Australian Tax – How Having Substantial Equipment Overseas Can Mean You Are Taxed There

August 26, 2009 by  Filed under: Taxes 

What happens when you don’t think you conduct a business overseas, but you are deemed to be?

This article deals with a situation where an Australian business leases assets to an overseas company. The overseas company uses the assets in its operations in the overseas company. What are some of the tax issues that can arise?

Australia has a number of tax treaties with overseas countries. All Australian major trading partners are covered, among other countries. These treaties have the purpose (mainly) of determining which country has the right, but not the obligation, to tax income that has the possibility of being taxed under the domestic tax laws of both countries. That is, the treaties have the main purpose of stopping double taxation.

A recent Australian Taxation Office ruling refers to this issue in a real life situation. Here are the facts. An Australian company is involved in the transport industry. As an incidental part of its business, it leases equipment (possibly trucks) to other parties. One such party was a company in New Zealand. The NZ company pays the Australian company lease payments for the use of the equipment in NZ. Although not stated in the ruling, it is assumed that the Australian company does not have an office or any other type of presence in New Zealand. What are the Australian tax consequences?
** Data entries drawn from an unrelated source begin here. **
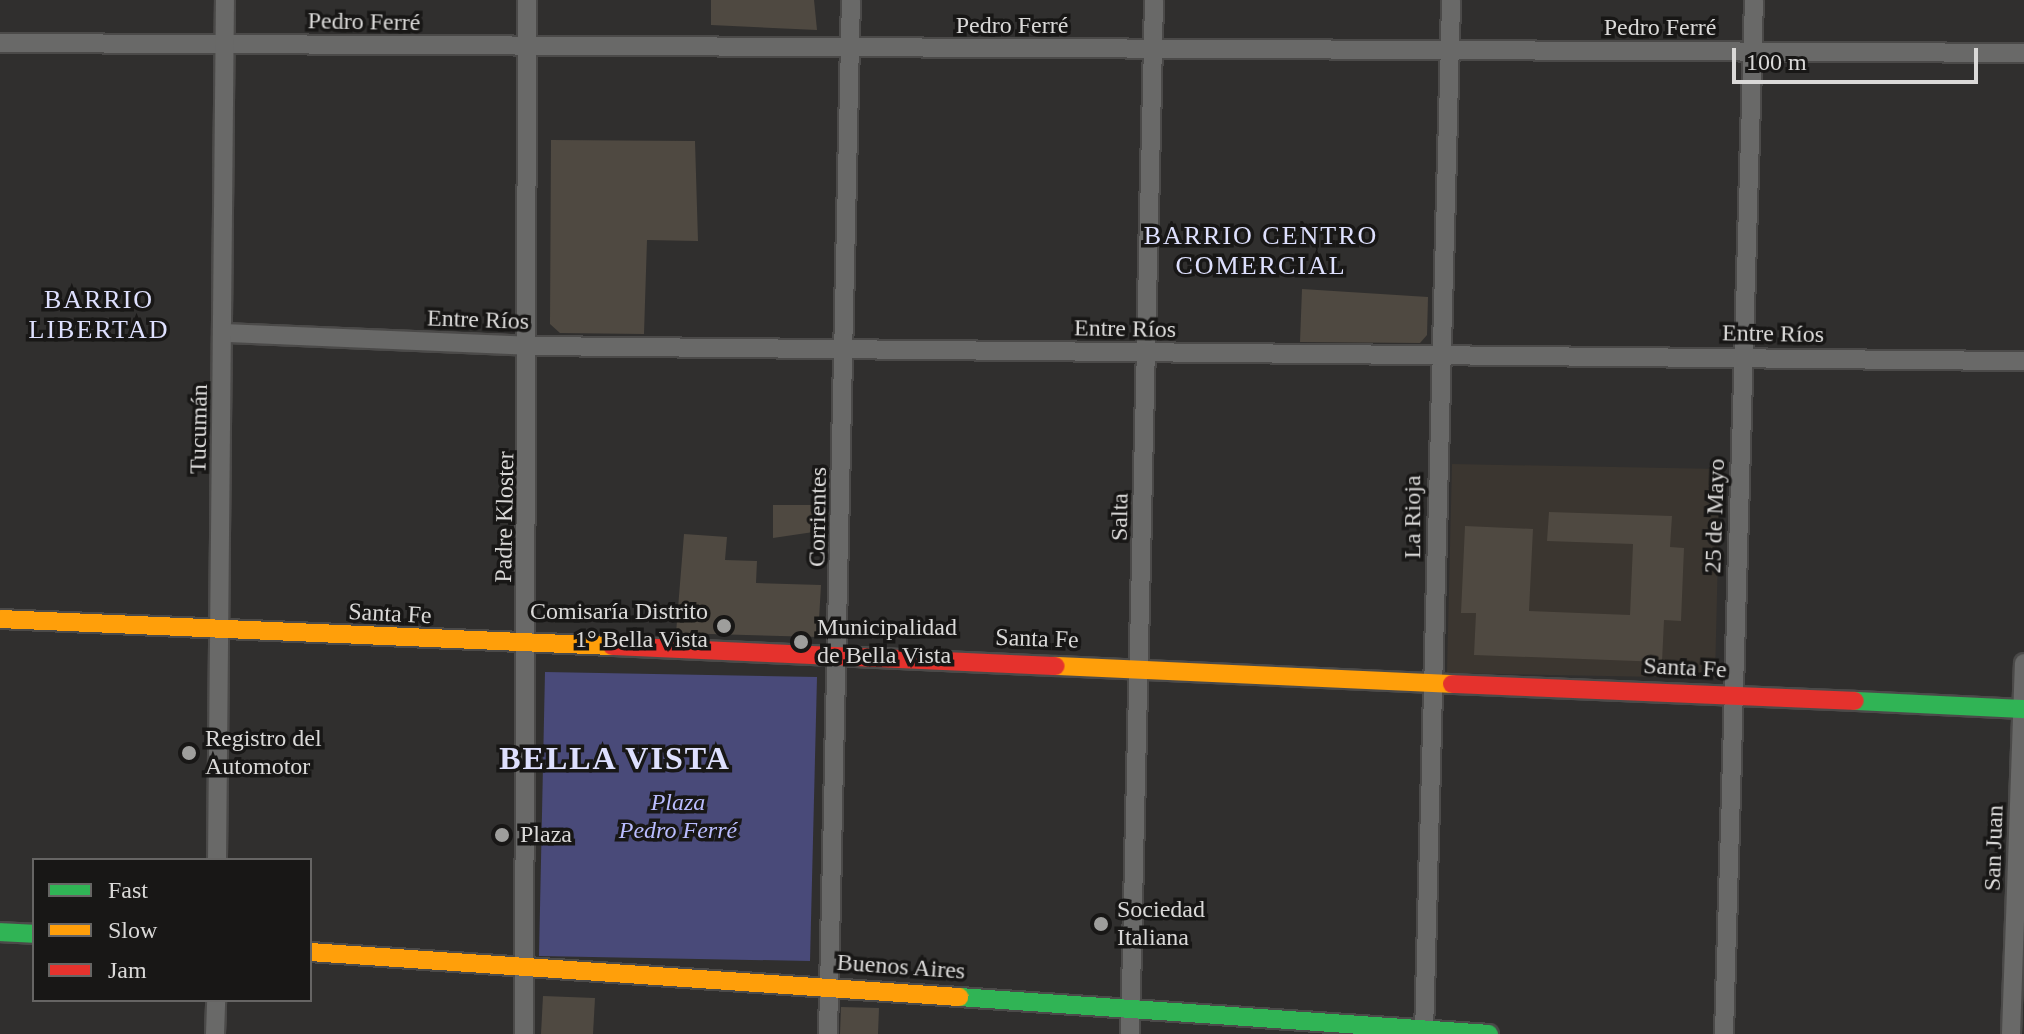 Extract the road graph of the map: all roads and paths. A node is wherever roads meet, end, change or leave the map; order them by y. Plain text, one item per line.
1 (225, 0) edge
2 (527, 0) edge
3 (851, 0) edge
4 (1154, 0) edge
5 (1451, 0) edge
6 (1754, 0) edge
7 (0, 43) edge
8 (225, 45) junction
9 (526, 48) junction
10 (850, 49) junction
11 (1153, 51) junction
12 (1448, 52) junction
13 (1753, 52) junction
14 (2024, 53) edge
15 (226, 333) junction
16 (531, 346) junction
17 (845, 350) junction
18 (1146, 354) junction
19 (1437, 356) junction
20 (1744, 358) junction
21 (2024, 361) edge
22 (0, 619) edge
23 (218, 630) junction
24 (527, 644) junction
25 (839, 655) junction
26 (2024, 663) edge
27 (1142, 666) junction
28 (1437, 681) junction
29 (1734, 695) junction
30 (2024, 709) edge
31 (217, 858) edge
32 (0, 932) edge
33 (32, 934) edge
34 (312, 952) edge
35 (525, 969) junction
36 (829, 986) junction
37 (216, 1002) edge
38 (1131, 1008) junction
39 (1424, 1032) edge
40 (215, 1034) edge
41 (524, 1034) edge
42 (828, 1034) edge
43 (1130, 1034) edge
44 (1489, 1034) edge
45 (1724, 1034) edge
46 (2011, 1034) edge

1 - 8 street, Tucumán
2 - 9 street, Padre Kloster
3 - 10 street, Corrientes
4 - 11 street, Salta
5 - 12 street, La Rioja
6 - 13 street, 25 de Mayo
7 - 8 street, Pedro Ferré
8 - 9 street, Pedro Ferré
8 - 15 street, Tucumán
9 - 10 street, Pedro Ferré
9 - 16 street, Padre Kloster
10 - 11 street, Pedro Ferré
10 - 17 street, Corrientes
11 - 12 street, Pedro Ferré
11 - 18 street, Salta
12 - 13 street, Pedro Ferré
12 - 19 street, La Rioja
13 - 14 street, Pedro Ferré
13 - 20 street, 25 de Mayo
15 - 16 street, Entre Ríos
15 - 23 street, Tucumán
16 - 17 street, Entre Ríos
16 - 24 street, Padre Kloster
17 - 18 street, Entre Ríos
17 - 25 street, Corrientes
18 - 19 street, Entre Ríos
18 - 27 street, Salta
19 - 20 street, Entre Ríos
19 - 28 street, La Rioja
20 - 21 street, Entre Ríos
20 - 29 street, 25 de Mayo
22 - 23 street, Santa Fe
23 - 24 street, Santa Fe
23 - 31 street, Tucumán
24 - 25 street, Santa Fe
24 - 35 street, Padre Kloster
25 - 27 street, Santa Fe
25 - 36 street, Corrientes
26 - 30 street, San Juan
27 - 28 street, Santa Fe
27 - 38 street, Salta
28 - 29 street, Santa Fe
28 - 39 street, La Rioja
29 - 30 street, Santa Fe
29 - 45 street, 25 de Mayo
30 - 46 street, San Juan
32 - 33 street
34 - 35 street, Buenos Aires
35 - 36 street, Buenos Aires
35 - 41 street, Padre Kloster
36 - 38 street, Buenos Aires
36 - 42 street, Corrientes
37 - 40 street
38 - 39 street, Buenos Aires
38 - 43 street, Salta
39 - 44 street, Buenos Aires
Australia does have a tax treaty with New Zealand. Under this treaty, as with most tax treaties, if an enterprise of one country (country A) has a “permanent establishment” in the other country (country B), then country B has the right to tax the business profits that arise from the operation in country B. The interesting thing about the facts in this case is that the Australian company had “substantial equipment” in New Zealand (country B). Because of this, the Australian company was deemed to have a permanent establishment in NZ even though it did not have an office or any other type of operation there. Further, because of this, the Australian enterprise was deemed to be carrying on business there. This means that NZ is given the right to tax the leasing income.

However, that is not the complete end of the story. Under the Australian domestic law, the income is deemed to be “non-assessable non-exempt” income. Put another way, the Australian tax law treats the leasing income as a “nothing”.

The ruling does not tell us exactly what equipment the Australian company had in NZ to make it “substantial”. The point for readers of this article to note is that substantial does not mean massive. One item of equipment, depending on its type, can be substantial and therefore alter the taxation obligations.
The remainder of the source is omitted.